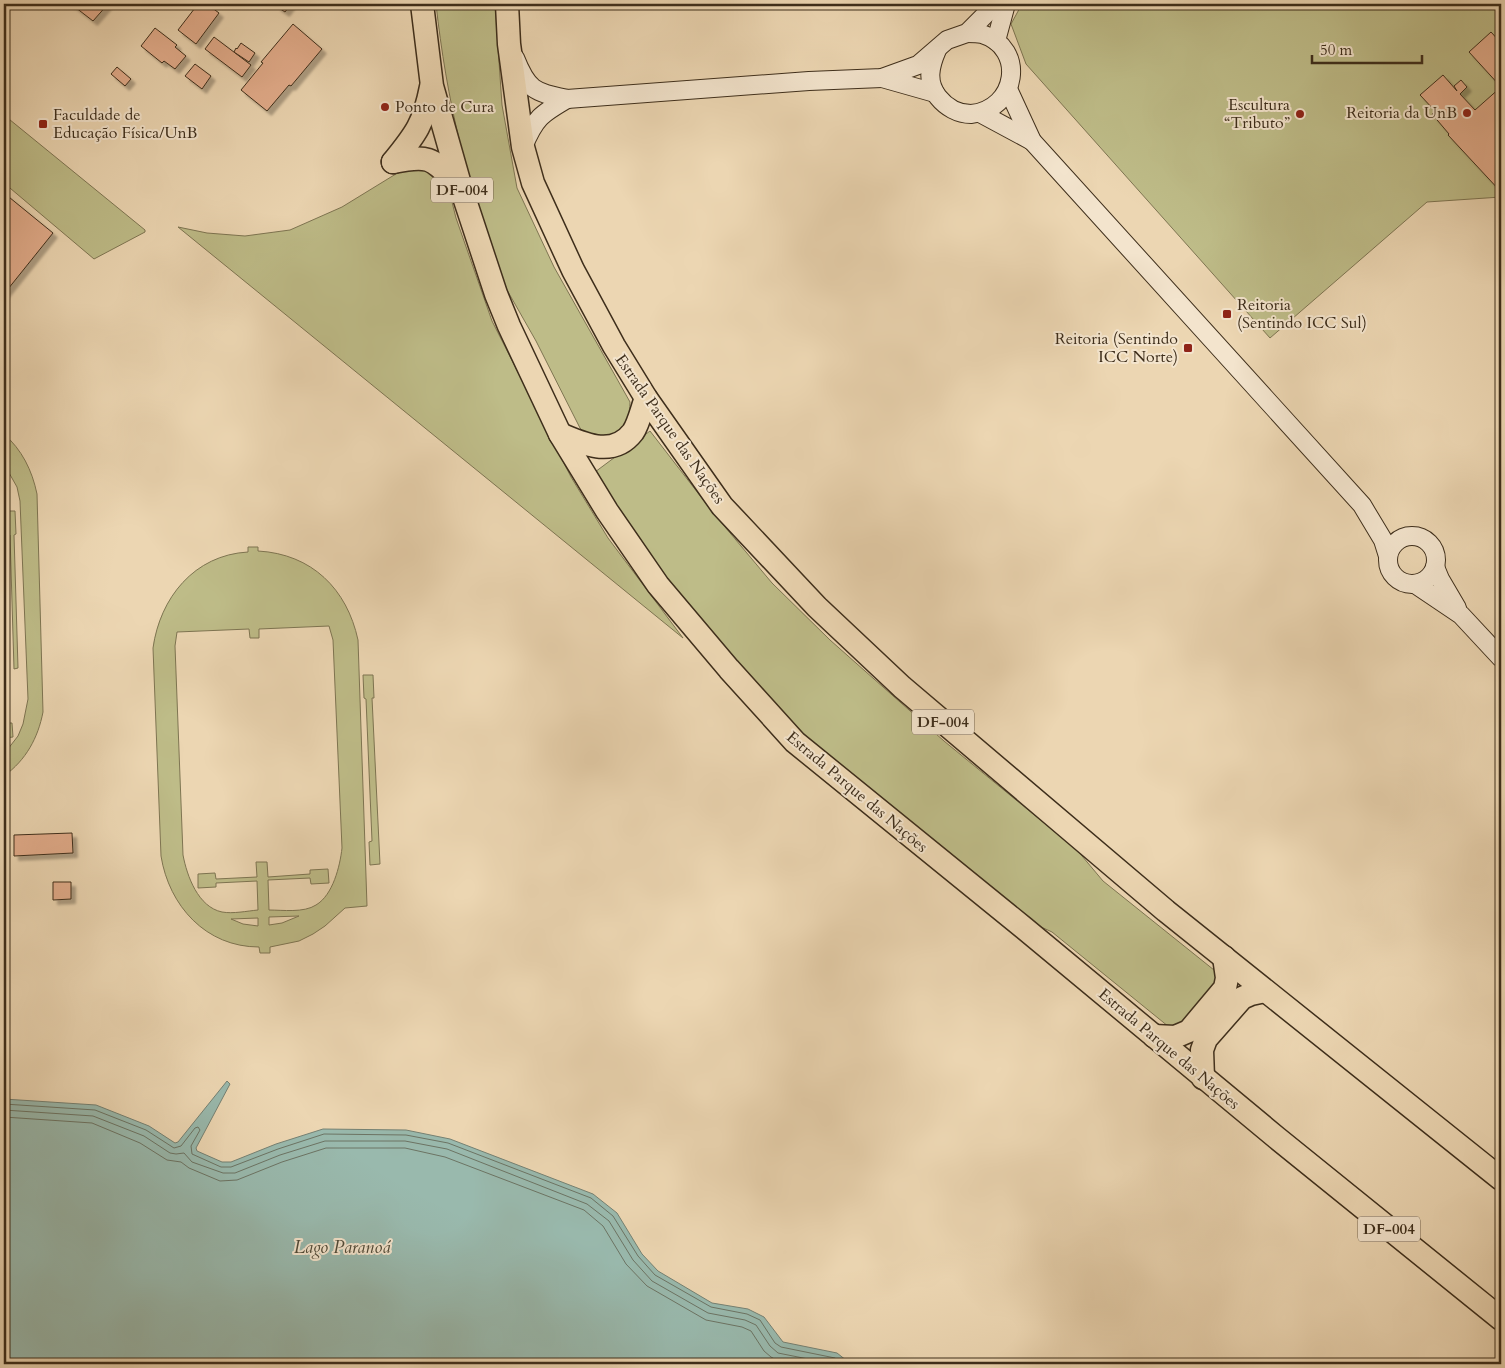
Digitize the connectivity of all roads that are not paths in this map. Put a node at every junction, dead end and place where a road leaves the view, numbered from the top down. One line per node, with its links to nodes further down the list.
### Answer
1 (422, 4): 10 (highway, Estrada Parque das Nações / DF-004)
2 (508, 4): 7 (highway, Estrada Parque das Nações / DF-004)
3 (996, 4): 5 (street)
4 (1006, 4): 6 (street)
5 (967, 33): 6 (street); 8 (street)
6 (996, 41): 11 (street)
7 (509, 44): 13 (street); 16 (highway, Estrada Parque das Nações / DF-004)
8 (937, 50): 9 (street); 12 (street)
9 (882, 78): 12 (street); 13 (street)
10 (432, 86): 17 (highway, Estrada Parque das Nações / DF-004); 17 (highway)
11 (1008, 89): 14 (street); 15 (street)
12 (935, 93): 14 (street)
13 (567, 99): 16 (street)
14 (980, 113): 15 (street)
15 (1032, 141): 20 (street)
16 (523, 147): 18 (highway, Estrada Parque das Nações / DF-004)
17 (461, 188): 19 (highway, Estrada Parque das Nações / DF-004)
18 (646, 398): 19 (highway); 27 (highway, Estrada Parque das Nações / DF-004)
19 (560, 434): 29 (highway, Estrada Parque das Nações / DF-004)
20 (1362, 506): 21 (street); 22 (street)
21 (1405, 536): 22 (street); 23 (street)
22 (1388, 556): 24 (street)
23 (1435, 567): 24 (street); 25 (street)
24 (1415, 584): 25 (street)
25 (1461, 615): 26 (street)
26 (1501, 658)
27 (1224, 957): 28 (highway, Estrada Parque das Nações / DF-004); 29 (highway)
28 (1265, 991): 30 (highway); 31 (highway, Estrada Parque das Nações / DF-004)
29 (1154, 1036): 30 (highway, Estrada Parque das Nações / DF-004)
30 (1203, 1078): 32 (highway, Estrada Parque das Nações / DF-004)
31 (1501, 1179)
32 (1501, 1319)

Your objective: Return each line of the material exactly as written; exclude the pictures.

Exercise output:
Digitize the connectivity of all roads that are not paths in this map. Put a node at every junction, dead end and place where a road leaves the view, numbered from the top down. One line per node, with its links to nodes further down the list.
### Answer
1 (422, 4): 10 (highway, Estrada Parque das Nações / DF-004)
2 (508, 4): 7 (highway, Estrada Parque das Nações / DF-004)
3 (996, 4): 5 (street)
4 (1006, 4): 6 (street)
5 (967, 33): 6 (street); 8 (street)
6 (996, 41): 11 (street)
7 (509, 44): 13 (street); 16 (highway, Estrada Parque das Nações / DF-004)
8 (937, 50): 9 (street); 12 (street)
9 (882, 78): 12 (street); 13 (street)
10 (432, 86): 17 (highway, Estrada Parque das Nações / DF-004); 17 (highway)
11 (1008, 89): 14 (street); 15 (street)
12 (935, 93): 14 (street)
13 (567, 99): 16 (street)
14 (980, 113): 15 (street)
15 (1032, 141): 20 (street)
16 (523, 147): 18 (highway, Estrada Parque das Nações / DF-004)
17 (461, 188): 19 (highway, Estrada Parque das Nações / DF-004)
18 (646, 398): 19 (highway); 27 (highway, Estrada Parque das Nações / DF-004)
19 (560, 434): 29 (highway, Estrada Parque das Nações / DF-004)
20 (1362, 506): 21 (street); 22 (street)
21 (1405, 536): 22 (street); 23 (street)
22 (1388, 556): 24 (street)
23 (1435, 567): 24 (street); 25 (street)
24 (1415, 584): 25 (street)
25 (1461, 615): 26 (street)
26 (1501, 658)
27 (1224, 957): 28 (highway, Estrada Parque das Nações / DF-004); 29 (highway)
28 (1265, 991): 30 (highway); 31 (highway, Estrada Parque das Nações / DF-004)
29 (1154, 1036): 30 (highway, Estrada Parque das Nações / DF-004)
30 (1203, 1078): 32 (highway, Estrada Parque das Nações / DF-004)
31 (1501, 1179)
32 (1501, 1319)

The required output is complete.